Language: English The course may also be taken by PhD students Course description: We will cover elements from the theory of computation, in a detail appropriate
to a master course. In particular we will introduce different models of computation (in an increasing order
of expressivity). In short, the topics are: finite automata, regular languages, pumping lemma for regular
languages, context free grammars, push-down automata, cf languages, pumping lemma for cf-languages, Turing machines,
undecidability. Our focus will be on the expressivity of the different models of computation (classification of
languages, pumping lemmas) and on Turing machines as the most expressive model. To this end, we will study the
boundaries of computation and show undecidability results.

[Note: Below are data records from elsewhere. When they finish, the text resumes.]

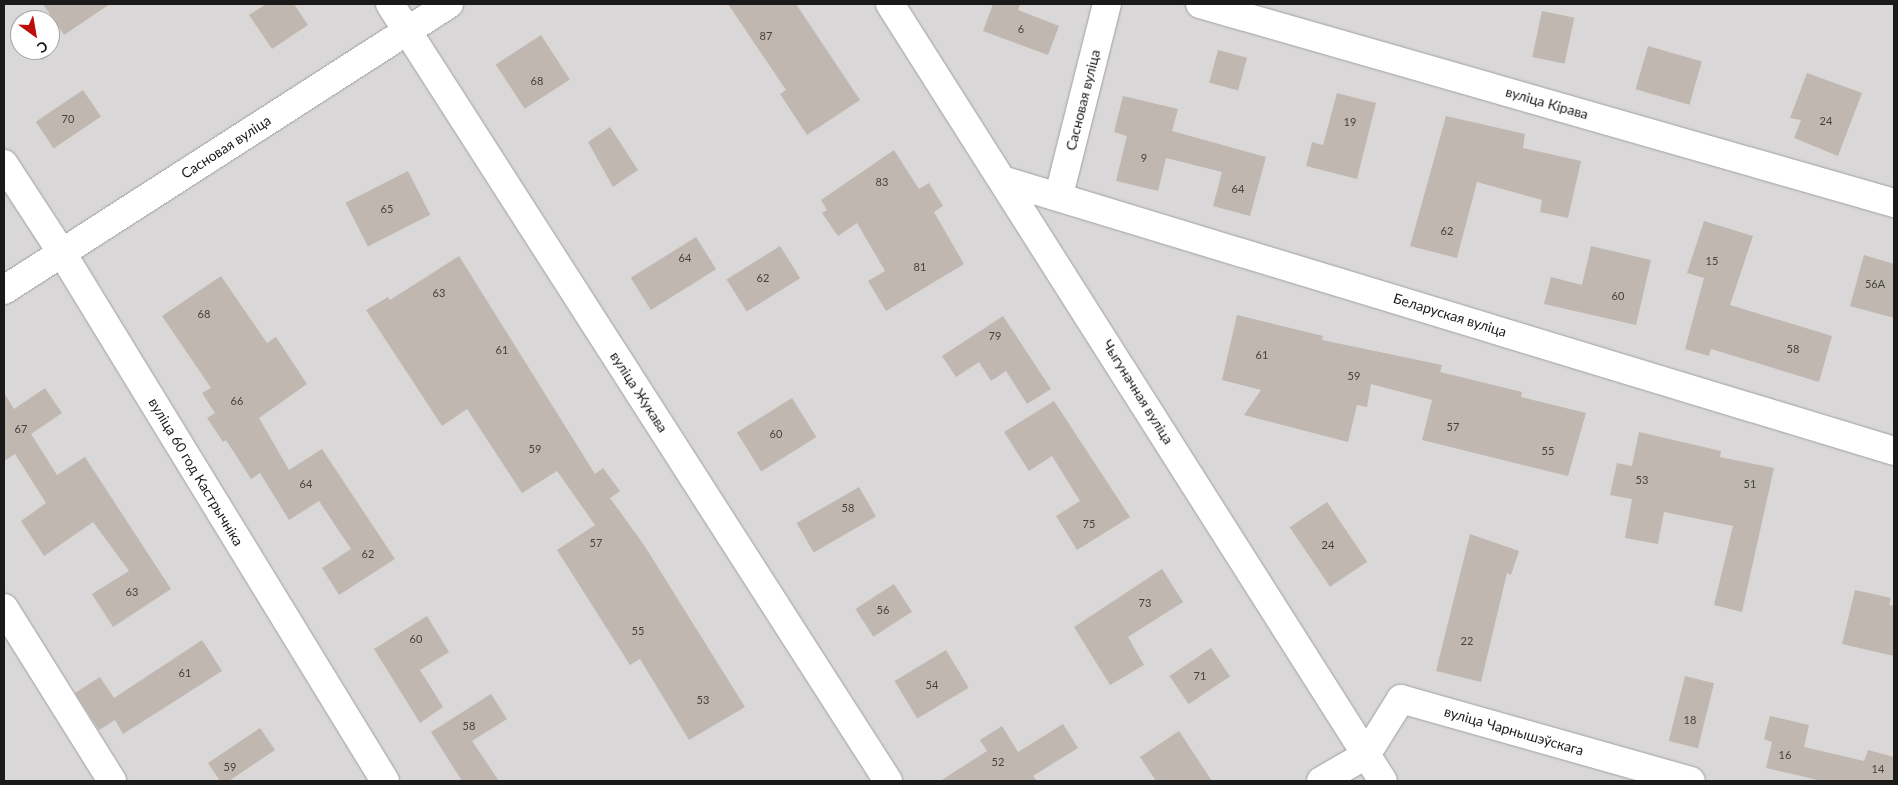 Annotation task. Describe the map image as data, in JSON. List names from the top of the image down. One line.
{"streets":{"street":["Сасновая вуліца","вуліца Кірава","Беларуская вуліца","вуліца Жукава","Чыгуначная вуліца","вуліца 60 год Кастрычніка","вуліца Чарнышэўскага"]},"crossings":[["Сасновая вуліца","Беларуская вуліца"],["Сасновая вуліца","вуліца Жукава"],["Сасновая вуліца","вуліца 60 год Кастрычніка"],["Беларуская вуліца","Чыгуначная вуліца"],["Чыгуначная вуліца","вуліца Чарнышэўскага"]],"house_numbers":["6","87","68","70","24","19","9","83","64","65","62","64","15","81","62","56А","63","60","68","79","58","61","61","59","66","57","67","60","59","55","53","64","51","58","75","57","24","62","63","73","56","55","60","22","61","71","54","53","18","58","16","52","59","14"],"north":"bottom right"} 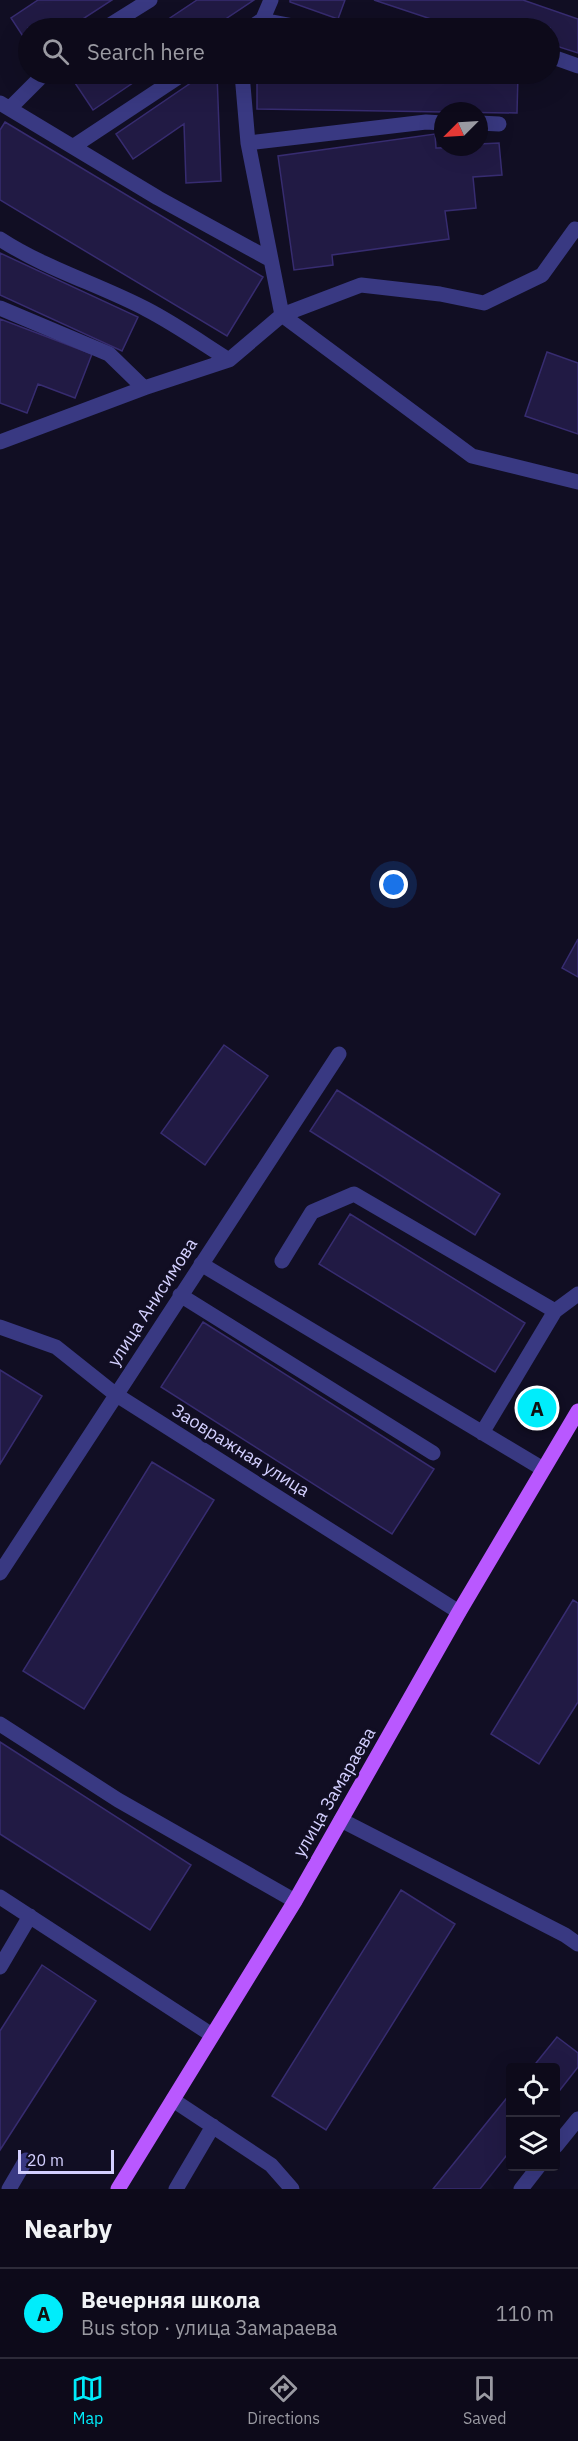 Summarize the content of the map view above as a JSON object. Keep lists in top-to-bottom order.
{
  "streets": {
    "main road": ["улица Замараева"],
    "street": ["улица Анисимова", "Заовражная улица"]
  },
  "crossings": [
    ["улица Анисимова", "Заовражная улица"],
    ["Заовражная улица", "улица Замараева"]
  ],
  "scale_bar": "20 m",
  "north": "bottom left",
  "page": {
    "search": "Search here",
    "pins": "A",
    "scale": "20 m",
    "heading": "Nearby",
    "list": [
      {
        "mark": "A",
        "name": "Вечерняя школа",
        "note": "Bus stop · улица Замараева",
        "value": "110 m"
      }
    ],
    "nav": ["Map", "Directions", "Saved"]
  }
}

I quote an ETH-Zurich course announcement for a similair course:
Why a theory of computation? Nothing is more practical than a good theory!
What kind of knowledge can you acquire today that will serve for your entire career, that will still be valid in the year 2040? (Hint: concepts that have already survived half a century of CS development.)
Theory extracts the basic concepts that apply to any conceivable implementation of computing machines. These concepts are of timeless validity, in contrast to technology-specific and product-specific know-how.
A firm mastery of basic concepts is a great "data compression technique": many seemingly unrelated facts, presented in time-varying jargon, can be understood intuitively as instances of the same principle.
Additional literature links will also be assembled here if needed, during the semester.
Prerequisites: None. Knowledge of basics of theoretical computer science is an asset. The course is somewhat complementary to the
course "Theoretische Informatik" which mainly focuses on recursive functions as a model of computation. We will focus on automata and
Turing machines instead.
Exam: This is a VP course. There will be two tests during the semester, and an additional exam at the end of the semester.
The exam is written consisting of several excersises from the material covered during the course. Additionally,
there will be homeworks, which will also contribute to the final grade.
First text exam: Tuesday 21.12.2010 during class (2pm-5pm).
The material for the first test is up to PDA (without them). Second text exam: Thursday 3.2.2011 in T06 (1pm-4pm).
Additional exam date(s):t.b.a. Schedule:
Week 1: Tuesday 5.10.20, first meeting, introduction.
Week 2: Tuesday 12.10.2010, finite automata.
Week 3: Tuesday 19.10.2010, nondeterminism. (Due to holidays no class on 26.10.2010 and 2.11.2010.)
Week 4: Tuesday 9.11.2010, closure properties, regular expressions, equivalence of regular expressions and finite automata (Theorem of Kleene).